The rum on his breath and then the blue shirt ate his chest and he zipped up and he walked out carrying his shoes away from me like I was fired. Briefly that door swung open and briefly that door closed. There was a song playing from a portable thing my sister must have owned, or maybe blaring through the open windows into the air. The song is “Come and Get My Heart” by The L Club, from their first album
Introducing The L Club
on L Club Records, and Keith put his briefs on during the part of the second verse that goes “Yes yes yes, oh baby yes,” while the bass line gurgles a thing I could recite note for note.

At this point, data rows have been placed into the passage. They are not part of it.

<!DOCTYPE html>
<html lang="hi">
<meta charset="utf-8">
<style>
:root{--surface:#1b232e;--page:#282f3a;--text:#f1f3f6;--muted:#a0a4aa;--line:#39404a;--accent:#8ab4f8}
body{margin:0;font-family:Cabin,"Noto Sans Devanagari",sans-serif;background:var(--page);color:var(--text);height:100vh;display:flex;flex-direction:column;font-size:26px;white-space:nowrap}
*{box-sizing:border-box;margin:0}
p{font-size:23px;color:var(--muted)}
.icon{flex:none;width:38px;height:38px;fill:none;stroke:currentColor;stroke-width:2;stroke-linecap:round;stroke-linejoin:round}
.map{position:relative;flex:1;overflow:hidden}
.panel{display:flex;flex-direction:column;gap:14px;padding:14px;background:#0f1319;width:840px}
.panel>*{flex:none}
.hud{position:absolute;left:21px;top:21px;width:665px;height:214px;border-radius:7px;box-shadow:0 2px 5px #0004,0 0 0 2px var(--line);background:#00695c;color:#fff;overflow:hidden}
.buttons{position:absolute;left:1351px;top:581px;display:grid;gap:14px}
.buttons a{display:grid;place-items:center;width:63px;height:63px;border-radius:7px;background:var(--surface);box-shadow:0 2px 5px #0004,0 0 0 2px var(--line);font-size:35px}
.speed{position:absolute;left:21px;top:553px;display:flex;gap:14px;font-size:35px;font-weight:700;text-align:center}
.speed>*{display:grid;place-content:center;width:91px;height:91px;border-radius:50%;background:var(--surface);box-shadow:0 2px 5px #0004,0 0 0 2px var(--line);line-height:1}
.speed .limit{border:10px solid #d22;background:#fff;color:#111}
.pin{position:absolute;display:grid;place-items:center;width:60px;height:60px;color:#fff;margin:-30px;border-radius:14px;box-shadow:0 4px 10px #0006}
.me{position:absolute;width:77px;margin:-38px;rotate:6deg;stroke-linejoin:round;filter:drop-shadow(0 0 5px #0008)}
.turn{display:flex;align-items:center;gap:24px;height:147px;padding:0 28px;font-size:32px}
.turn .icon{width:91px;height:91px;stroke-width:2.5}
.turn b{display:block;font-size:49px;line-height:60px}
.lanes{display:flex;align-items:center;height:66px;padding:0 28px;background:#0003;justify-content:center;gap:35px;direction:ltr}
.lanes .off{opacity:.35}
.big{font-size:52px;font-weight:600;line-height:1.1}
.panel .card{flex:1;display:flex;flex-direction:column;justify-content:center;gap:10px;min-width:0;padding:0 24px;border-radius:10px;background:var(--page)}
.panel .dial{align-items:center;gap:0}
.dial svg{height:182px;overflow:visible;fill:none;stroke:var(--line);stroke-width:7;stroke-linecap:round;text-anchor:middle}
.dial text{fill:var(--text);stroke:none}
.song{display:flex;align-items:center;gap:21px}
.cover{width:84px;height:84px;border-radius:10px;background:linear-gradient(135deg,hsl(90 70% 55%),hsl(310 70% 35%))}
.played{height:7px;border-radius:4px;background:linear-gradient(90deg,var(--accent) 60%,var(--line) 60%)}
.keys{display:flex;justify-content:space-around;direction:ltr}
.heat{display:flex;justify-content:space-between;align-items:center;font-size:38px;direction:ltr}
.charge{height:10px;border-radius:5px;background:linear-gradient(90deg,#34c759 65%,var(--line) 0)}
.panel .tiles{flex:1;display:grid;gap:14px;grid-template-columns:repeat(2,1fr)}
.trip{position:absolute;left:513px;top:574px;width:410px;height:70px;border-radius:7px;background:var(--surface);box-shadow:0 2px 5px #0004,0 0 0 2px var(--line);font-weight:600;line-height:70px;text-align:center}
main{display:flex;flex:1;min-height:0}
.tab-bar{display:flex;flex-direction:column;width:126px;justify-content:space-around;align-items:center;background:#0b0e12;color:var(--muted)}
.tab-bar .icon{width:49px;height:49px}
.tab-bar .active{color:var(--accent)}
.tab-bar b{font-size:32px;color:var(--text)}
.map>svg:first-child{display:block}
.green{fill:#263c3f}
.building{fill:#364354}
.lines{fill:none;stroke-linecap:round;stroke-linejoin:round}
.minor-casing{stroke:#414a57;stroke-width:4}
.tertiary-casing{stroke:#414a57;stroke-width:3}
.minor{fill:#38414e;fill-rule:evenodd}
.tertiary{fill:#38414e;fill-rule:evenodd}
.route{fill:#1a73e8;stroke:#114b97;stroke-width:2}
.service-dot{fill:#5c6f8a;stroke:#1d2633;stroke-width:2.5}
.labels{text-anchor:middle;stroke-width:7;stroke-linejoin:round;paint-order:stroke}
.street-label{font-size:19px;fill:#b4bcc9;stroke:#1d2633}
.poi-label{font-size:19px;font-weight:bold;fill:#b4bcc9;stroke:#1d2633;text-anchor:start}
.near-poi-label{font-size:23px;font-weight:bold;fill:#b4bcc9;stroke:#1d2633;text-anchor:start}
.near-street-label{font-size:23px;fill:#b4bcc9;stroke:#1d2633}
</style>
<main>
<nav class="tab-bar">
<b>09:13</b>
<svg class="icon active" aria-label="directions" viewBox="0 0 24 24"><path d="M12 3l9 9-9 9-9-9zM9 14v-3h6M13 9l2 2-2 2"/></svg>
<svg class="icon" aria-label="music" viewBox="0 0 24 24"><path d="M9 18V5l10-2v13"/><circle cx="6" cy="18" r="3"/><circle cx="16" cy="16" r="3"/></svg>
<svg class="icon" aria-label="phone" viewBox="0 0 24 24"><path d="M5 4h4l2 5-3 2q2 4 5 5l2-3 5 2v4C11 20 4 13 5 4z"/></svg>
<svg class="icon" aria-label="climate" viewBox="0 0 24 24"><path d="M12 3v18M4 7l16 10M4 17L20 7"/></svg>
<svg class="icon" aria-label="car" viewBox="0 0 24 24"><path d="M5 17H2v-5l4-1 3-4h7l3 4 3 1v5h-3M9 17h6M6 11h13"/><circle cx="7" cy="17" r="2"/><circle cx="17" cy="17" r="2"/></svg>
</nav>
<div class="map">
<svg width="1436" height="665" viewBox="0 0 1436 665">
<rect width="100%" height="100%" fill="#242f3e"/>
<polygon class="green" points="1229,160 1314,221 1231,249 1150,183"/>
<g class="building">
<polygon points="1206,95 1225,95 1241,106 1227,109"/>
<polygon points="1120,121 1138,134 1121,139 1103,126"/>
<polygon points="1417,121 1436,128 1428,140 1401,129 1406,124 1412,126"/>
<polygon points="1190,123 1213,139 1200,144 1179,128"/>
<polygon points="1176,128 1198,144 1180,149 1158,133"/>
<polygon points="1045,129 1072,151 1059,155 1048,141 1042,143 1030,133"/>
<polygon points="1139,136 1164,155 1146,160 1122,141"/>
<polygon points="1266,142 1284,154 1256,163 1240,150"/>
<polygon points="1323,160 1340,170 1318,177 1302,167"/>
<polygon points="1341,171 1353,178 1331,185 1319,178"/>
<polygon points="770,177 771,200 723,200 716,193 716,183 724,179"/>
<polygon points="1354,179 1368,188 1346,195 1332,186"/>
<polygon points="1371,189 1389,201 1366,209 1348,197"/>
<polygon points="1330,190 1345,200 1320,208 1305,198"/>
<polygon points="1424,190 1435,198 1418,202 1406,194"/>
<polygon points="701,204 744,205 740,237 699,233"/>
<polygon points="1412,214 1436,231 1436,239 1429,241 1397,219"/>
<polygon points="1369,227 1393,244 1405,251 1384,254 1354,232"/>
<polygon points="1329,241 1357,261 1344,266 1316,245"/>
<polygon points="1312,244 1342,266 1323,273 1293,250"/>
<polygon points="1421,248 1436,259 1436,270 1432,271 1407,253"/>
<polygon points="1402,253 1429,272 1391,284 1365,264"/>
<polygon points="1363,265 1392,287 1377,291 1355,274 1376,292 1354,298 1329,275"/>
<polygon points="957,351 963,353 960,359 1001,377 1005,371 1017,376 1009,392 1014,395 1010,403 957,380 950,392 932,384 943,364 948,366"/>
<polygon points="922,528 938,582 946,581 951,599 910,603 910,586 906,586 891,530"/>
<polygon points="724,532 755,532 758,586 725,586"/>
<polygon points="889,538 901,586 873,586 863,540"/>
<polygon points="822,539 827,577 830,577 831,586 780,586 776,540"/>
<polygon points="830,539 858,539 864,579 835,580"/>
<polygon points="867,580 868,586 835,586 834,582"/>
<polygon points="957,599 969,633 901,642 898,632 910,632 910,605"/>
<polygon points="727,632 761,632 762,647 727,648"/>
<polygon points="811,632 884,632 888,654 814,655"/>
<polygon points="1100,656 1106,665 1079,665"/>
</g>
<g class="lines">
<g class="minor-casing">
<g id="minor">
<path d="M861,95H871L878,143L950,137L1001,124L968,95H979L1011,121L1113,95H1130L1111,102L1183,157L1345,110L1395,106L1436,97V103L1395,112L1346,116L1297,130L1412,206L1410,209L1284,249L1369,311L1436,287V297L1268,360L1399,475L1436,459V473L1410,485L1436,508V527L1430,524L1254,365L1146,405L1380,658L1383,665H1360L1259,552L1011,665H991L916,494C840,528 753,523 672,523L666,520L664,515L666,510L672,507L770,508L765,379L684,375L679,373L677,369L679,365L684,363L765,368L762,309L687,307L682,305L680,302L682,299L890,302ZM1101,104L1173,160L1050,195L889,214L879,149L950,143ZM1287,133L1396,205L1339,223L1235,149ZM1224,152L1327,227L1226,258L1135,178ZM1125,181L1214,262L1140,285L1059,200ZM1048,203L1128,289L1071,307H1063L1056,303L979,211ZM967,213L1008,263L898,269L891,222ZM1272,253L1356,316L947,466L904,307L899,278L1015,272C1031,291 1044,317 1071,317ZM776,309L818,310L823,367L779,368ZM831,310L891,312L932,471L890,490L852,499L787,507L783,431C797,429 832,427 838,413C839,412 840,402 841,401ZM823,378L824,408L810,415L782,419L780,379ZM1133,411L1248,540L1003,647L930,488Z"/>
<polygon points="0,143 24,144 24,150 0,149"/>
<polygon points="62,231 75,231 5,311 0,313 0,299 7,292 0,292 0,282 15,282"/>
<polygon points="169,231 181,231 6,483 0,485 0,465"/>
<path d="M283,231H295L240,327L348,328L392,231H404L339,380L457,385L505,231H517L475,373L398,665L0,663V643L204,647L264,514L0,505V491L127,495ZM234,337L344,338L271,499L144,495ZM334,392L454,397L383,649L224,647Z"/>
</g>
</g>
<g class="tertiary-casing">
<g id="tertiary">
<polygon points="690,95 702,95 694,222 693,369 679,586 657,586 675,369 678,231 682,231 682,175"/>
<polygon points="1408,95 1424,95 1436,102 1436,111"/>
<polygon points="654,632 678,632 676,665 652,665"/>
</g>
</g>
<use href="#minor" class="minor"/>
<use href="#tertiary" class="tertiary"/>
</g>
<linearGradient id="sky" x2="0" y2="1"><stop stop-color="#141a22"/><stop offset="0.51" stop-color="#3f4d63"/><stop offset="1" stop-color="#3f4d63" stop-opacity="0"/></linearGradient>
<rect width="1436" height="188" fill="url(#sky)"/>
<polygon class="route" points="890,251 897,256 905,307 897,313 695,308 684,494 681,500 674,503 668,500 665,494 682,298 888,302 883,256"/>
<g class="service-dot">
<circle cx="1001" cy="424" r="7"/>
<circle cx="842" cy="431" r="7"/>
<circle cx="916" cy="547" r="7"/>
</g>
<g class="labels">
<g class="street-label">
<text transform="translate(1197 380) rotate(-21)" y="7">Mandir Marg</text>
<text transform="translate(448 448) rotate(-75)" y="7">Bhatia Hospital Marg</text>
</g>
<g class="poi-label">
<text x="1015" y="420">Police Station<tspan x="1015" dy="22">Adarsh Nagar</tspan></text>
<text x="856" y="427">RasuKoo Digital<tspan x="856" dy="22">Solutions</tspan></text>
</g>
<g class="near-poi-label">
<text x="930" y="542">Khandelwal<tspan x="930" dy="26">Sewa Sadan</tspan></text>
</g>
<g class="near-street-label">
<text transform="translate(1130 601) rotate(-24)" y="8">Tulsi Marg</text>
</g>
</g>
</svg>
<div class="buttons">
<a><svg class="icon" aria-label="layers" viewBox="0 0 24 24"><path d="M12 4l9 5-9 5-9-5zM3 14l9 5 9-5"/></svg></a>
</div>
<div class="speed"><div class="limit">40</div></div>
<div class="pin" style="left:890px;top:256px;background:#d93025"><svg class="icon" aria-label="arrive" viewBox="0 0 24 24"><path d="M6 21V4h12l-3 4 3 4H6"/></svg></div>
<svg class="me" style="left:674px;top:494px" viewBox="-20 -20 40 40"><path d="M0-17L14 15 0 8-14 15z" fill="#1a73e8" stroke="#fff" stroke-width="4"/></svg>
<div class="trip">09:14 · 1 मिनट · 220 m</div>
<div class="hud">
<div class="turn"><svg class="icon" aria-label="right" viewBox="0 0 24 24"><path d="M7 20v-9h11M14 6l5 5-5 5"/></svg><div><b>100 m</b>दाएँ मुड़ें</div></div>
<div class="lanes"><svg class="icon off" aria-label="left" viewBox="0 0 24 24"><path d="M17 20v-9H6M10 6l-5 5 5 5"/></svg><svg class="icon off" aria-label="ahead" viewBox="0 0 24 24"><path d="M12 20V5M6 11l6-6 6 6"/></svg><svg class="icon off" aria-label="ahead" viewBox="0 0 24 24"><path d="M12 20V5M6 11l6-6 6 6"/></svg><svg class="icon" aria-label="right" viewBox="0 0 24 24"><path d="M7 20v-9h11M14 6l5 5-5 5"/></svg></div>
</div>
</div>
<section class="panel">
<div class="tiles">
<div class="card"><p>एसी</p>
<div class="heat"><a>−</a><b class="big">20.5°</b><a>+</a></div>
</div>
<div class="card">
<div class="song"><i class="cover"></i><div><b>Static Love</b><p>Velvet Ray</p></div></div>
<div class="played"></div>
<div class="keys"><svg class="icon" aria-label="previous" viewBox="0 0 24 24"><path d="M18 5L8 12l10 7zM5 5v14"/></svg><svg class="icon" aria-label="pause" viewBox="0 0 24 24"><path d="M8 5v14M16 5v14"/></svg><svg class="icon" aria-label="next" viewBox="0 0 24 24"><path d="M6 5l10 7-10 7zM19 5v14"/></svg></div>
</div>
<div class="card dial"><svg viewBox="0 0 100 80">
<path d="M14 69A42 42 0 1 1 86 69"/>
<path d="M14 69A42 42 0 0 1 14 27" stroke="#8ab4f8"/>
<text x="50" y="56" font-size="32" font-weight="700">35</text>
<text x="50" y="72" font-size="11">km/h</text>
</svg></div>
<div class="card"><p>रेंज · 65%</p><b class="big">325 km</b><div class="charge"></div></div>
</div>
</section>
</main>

It got louder as the shack door opened and then quieter as he went home, but I never got his tune out of my little head. Never never saw him again. If I called my older sister she would say, “Keith who, and why are you calling?” My wife would say the same thing, like the chorus of a stupid song. It is only on mornings like this, the birds just out living life, that out of view, privately, briefly, you can lose your head. All alone, unwitnessed, there is no one else to believe it, the way paths cross in the sun. Love is this sudden crash in your path, quick and to the point, and nearly always it leaves someone slain on the green. I killed the bird and I never saw Keith again and so I am alone this morning with blood on my shoe.

You won’t believe how I love this guy. I can’t believe it either. Is it possible to love someone forever but not think
of him for years? Yes yes yes, oh baby yes. Is it possible to lose someone who only stepped in front of you once in a towel? Yes yes yes, oh baby yes. Grant me this, this brief murdered moment, and then I will bury it sadly and go on with my game.